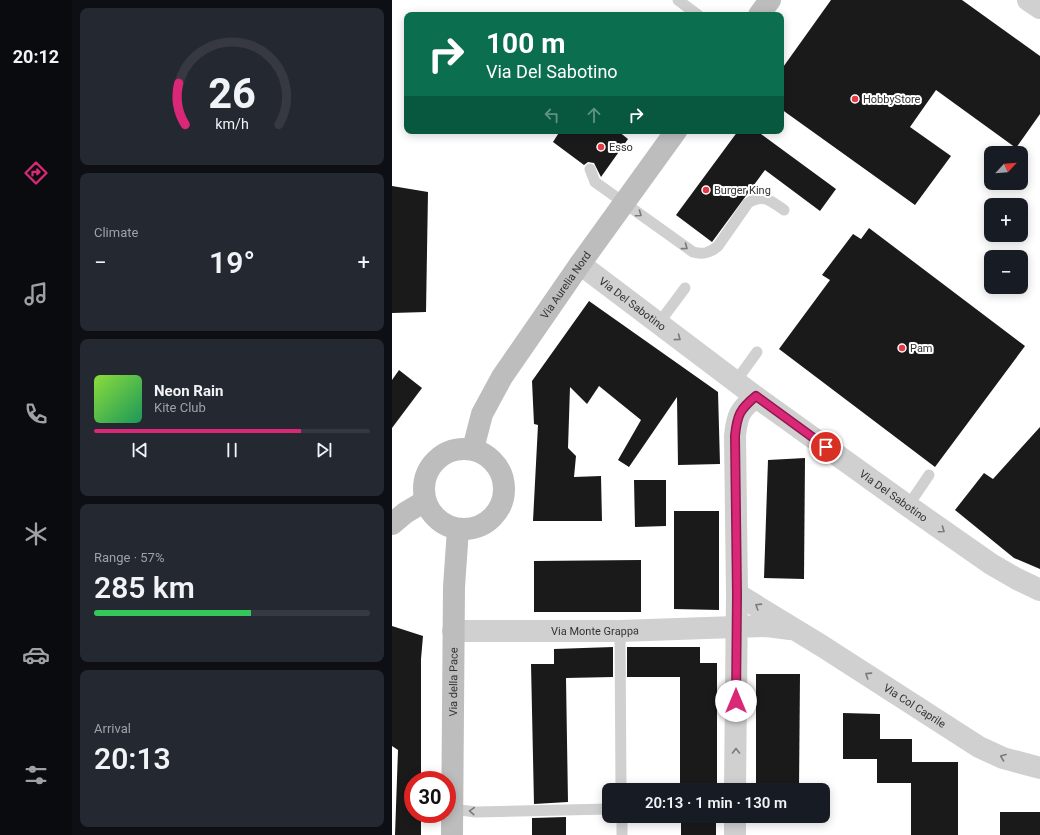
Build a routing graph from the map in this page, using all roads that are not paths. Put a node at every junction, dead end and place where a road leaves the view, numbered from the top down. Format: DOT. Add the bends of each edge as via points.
graph roads {
  1 [pos="678,0"];
  2 [pos="770,0"];
  3 [pos="1028,0"];
  4 [pos="1040,8"];
  5 [pos="694,12"];
  6 [pos="761,12"];
  7 [pos="674,134"];
  8 [pos="590,169"];
  9 [pos="624,203"];
  10 [pos="784,210"];
  11 [pos="580,264"];
  12 [pos="685,288"];
  13 [pos="659,323"];
  14 [pos="757,352"];
  15 [pos="736,381"];
  16 [pos="756,396"];
  17 [pos="473,449"];
  18 [pos="929,475"];
  19 [pos="425,501"];
  20 [pos="908,506"];
  21 [pos="392,524"];
  22 [pos="458,529"];
  23 [pos="1040,590"];
  24 [pos="737,594"];
  25 [pos="736,626"];
  26 [pos="795,629"];
  27 [pos="453,631"];
  28 [pos="620,631"];
  29 [pos="1040,768"];
  30 [pos="452,771"];
  31 [pos="621,783"];
  32 [pos="736,783"];
  33 [pos="602,809"];
  34 [pos="456,810"];
  35 [pos="452,823"];
  36 [pos="622,823"];
  37 [pos="735,823"];
  38 [pos="452,835"];
  39 [pos="622,835"];
  40 [pos="735,835"];
  1 -- 5 [label="lane"];
  2 -- 6 [label="main road"];
  3 -- 4 [label="street"];
  7 -- 9 [label="main road, Via Aurelia Nord"];
  8 -- 9 [label="lane" via="595,182"];
  9 -- 10 [label="lane, one-way" via="699,254 706,254 718,246 748,203 753,200 764,198"];
  9 -- 11 [label="main road, Via Aurelia Nord"];
  11 -- 13 [label="street, Via Del Sabotino"];
  11 -- 17 [label="main road, Via Aurelia Nord" via="502,377 482,414"];
  12 -- 13 [label="lane"];
  13 -- 15 [label="street, Via Del Sabotino, one-way"];
  14 -- 15 [label="lane"];
  15 -- 16 [label="street, Via Del Sabotino"];
  16 -- 20 [label="street, Via Del Sabotino"];
  16 -- 24 [label="street" via="746,404 738,416 736,431"];
  17 -- 19 [label="main road" via="461,448 438,457 425,477"];
  17 -- 22 [label="main road" via="494,461 501,472 504,497 500,508 482,526"];
  18 -- 20 [label="lane"];
  19 -- 21 [label="main road"];
  19 -- 22 [label="main road" via="437,520"];
  20 -- 23 [label="street, Via Del Sabotino, one-way" via="991,564"];
  22 -- 27 [label="main road, Via della Pace"];
  24 -- 25 [label="street"];
  26 -- 24 [label="street, Via Col Caprile, one-way"];
  25 -- 26 [label="street, Via Col Caprile"];
  25 -- 28 [label="street, Via Monte Grappa"];
  32 -- 25 [label="street, one-way"];
  29 -- 26 [label="street, Via Col Caprile, one-way" via="1003,758 979,747"];
  27 -- 28 [label="street, Via Monte Grappa"];
  27 -- 30 [label="main road, Via della Pace"];
  28 -- 31 [label="lane"];
  33 -- 34 [label="lane, one-way" via="476,812"];
  35 -- 38 [label="main road, Via della Pace"];
  36 -- 39 [label="lane"];
  37 -- 40 [label="street"];
}
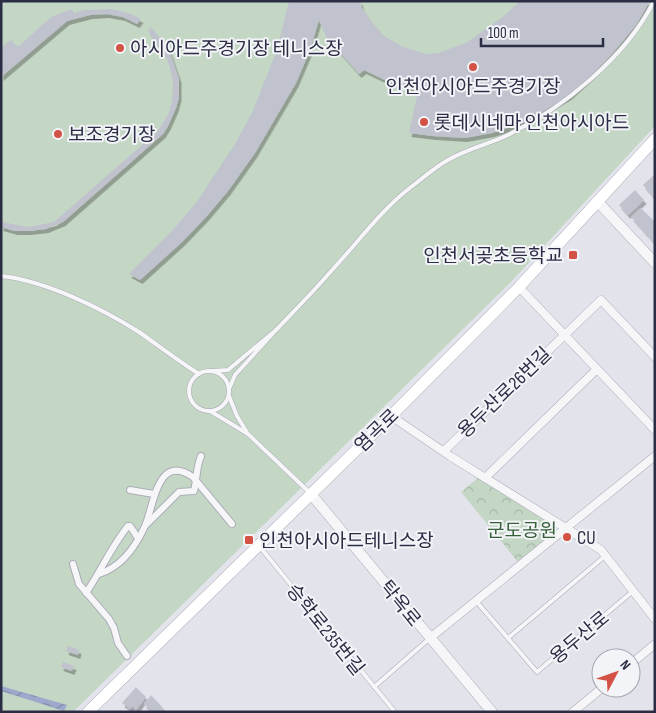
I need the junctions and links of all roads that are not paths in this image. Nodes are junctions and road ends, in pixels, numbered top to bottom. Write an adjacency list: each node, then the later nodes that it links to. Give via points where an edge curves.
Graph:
1 (654, 1): 7 (lane, via 622,47 569,98 535,121 448,160 394,200)
2 (655, 139): 3 (main road, 염곡로)
3 (597, 201): 4 (street); 6 (main road, 염곡로)
4 (655, 263)
5 (1, 276): 12 (lane, via 37,284 97,308 139,332)
6 (519, 287): 8 (street); 16 (main road, 염곡로)
7 (276, 330): 11 (lane, via 228,370); 13 (lane, via 236,375)
8 (564, 334): 9 (street, 용두산로26번길, via 600,300); 10 (street, 용두산로26번길); 19 (street, 용두산로26번길)
9 (655, 357)
10 (597, 369): 17 (street, 용두산로26번길); 22 (street)
11 (212, 371): 12 (lane); 13 (lane, via 224,378)
12 (198, 374): 15 (lane, via 190,384 190,397 198,407)
13 (229, 389): 14 (lane)
14 (228, 396): 15 (lane, via 222,406); 18 (lane)
15 (210, 410): 18 (lane)
16 (391, 416): 19 (street); 26 (main road, 염곡로)
17 (655, 430)
18 (248, 434): 26 (lane)
19 (444, 451): 22 (street)
20 (201, 456): 23 (street)
21 (655, 456): 29 (street)
22 (485, 478): 29 (street)
23 (196, 482): 25 (street, via 188,474 173,472 163,478); 27 (street); 28 (street, via 194,491 180,492)
24 (130, 490): 25 (street)
25 (154, 494): 28 (street)
26 (311, 494): 31 (main road, 염곡로); 39 (street, 탁옥로)
27 (232, 524)
28 (145, 526): 30 (street)
29 (566, 528): 32 (street, via 601,550); 37 (street)
30 (138, 538): 34 (street, via 124,559); 34 (street, via 128,526 111,549)
31 (258, 546): 44 (lane, 승학로235번길); 46 (main road, 염곡로)
32 (605, 556): 36 (street); 40 (lane)
33 (73, 564): 35 (street)
34 (99, 574): 35 (street)
35 (86, 592): 42 (street, via 109,619)
36 (632, 592): 38 (street); 40 (lane, 용두산로, via 537,672)
37 (476, 601): 39 (street); 40 (lane, 용두산로)
38 (655, 620)
39 (430, 638): 44 (lane); 48 (street, 탁옥로)
40 (508, 638)
41 (655, 644): 43 (street)
42 (127, 656)
43 (641, 656)
44 (374, 687): 47 (lane, 승학로235번길)
45 (591, 697): 49 (street)
46 (91, 711)
47 (395, 712)
48 (492, 712)
49 (573, 712)

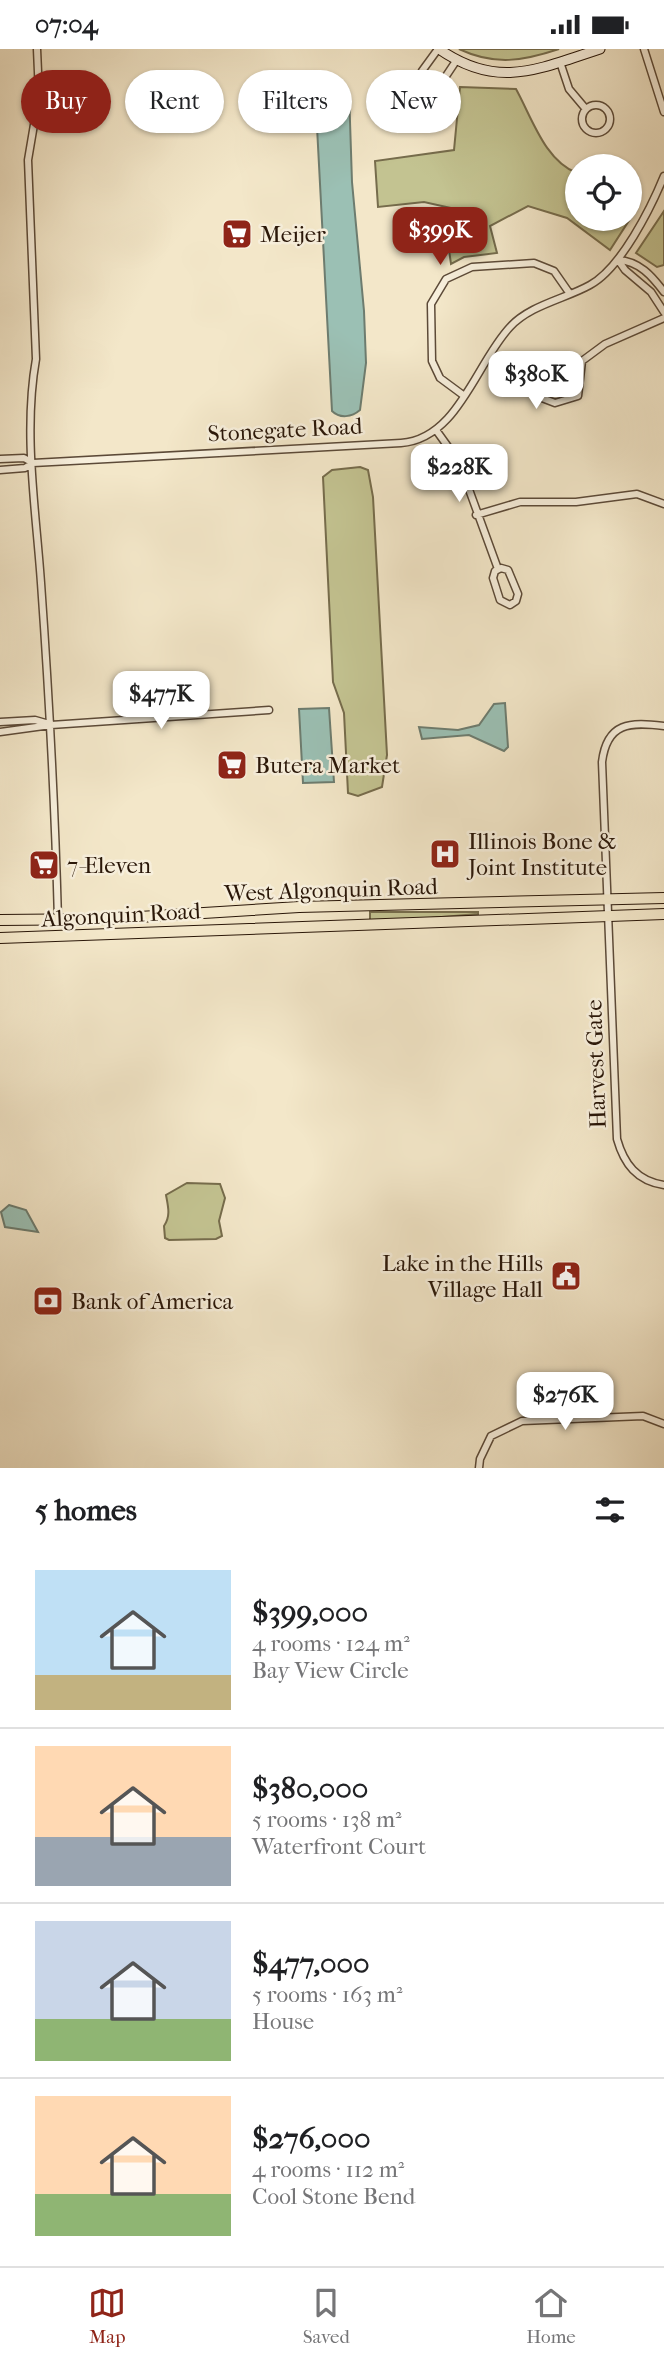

--

WHAT THIS TASK INVOLVES:
Gather and copy every line of the data in which the string "Nord" is found.

EXERCISE OUTPUT:
  7 -- 9 [label="main road, Via Aurelia Nord"];
  9 -- 11 [label="main road, Via Aurelia Nord"];
  11 -- 17 [label="main road, Via Aurelia Nord" via="502,377 482,414"];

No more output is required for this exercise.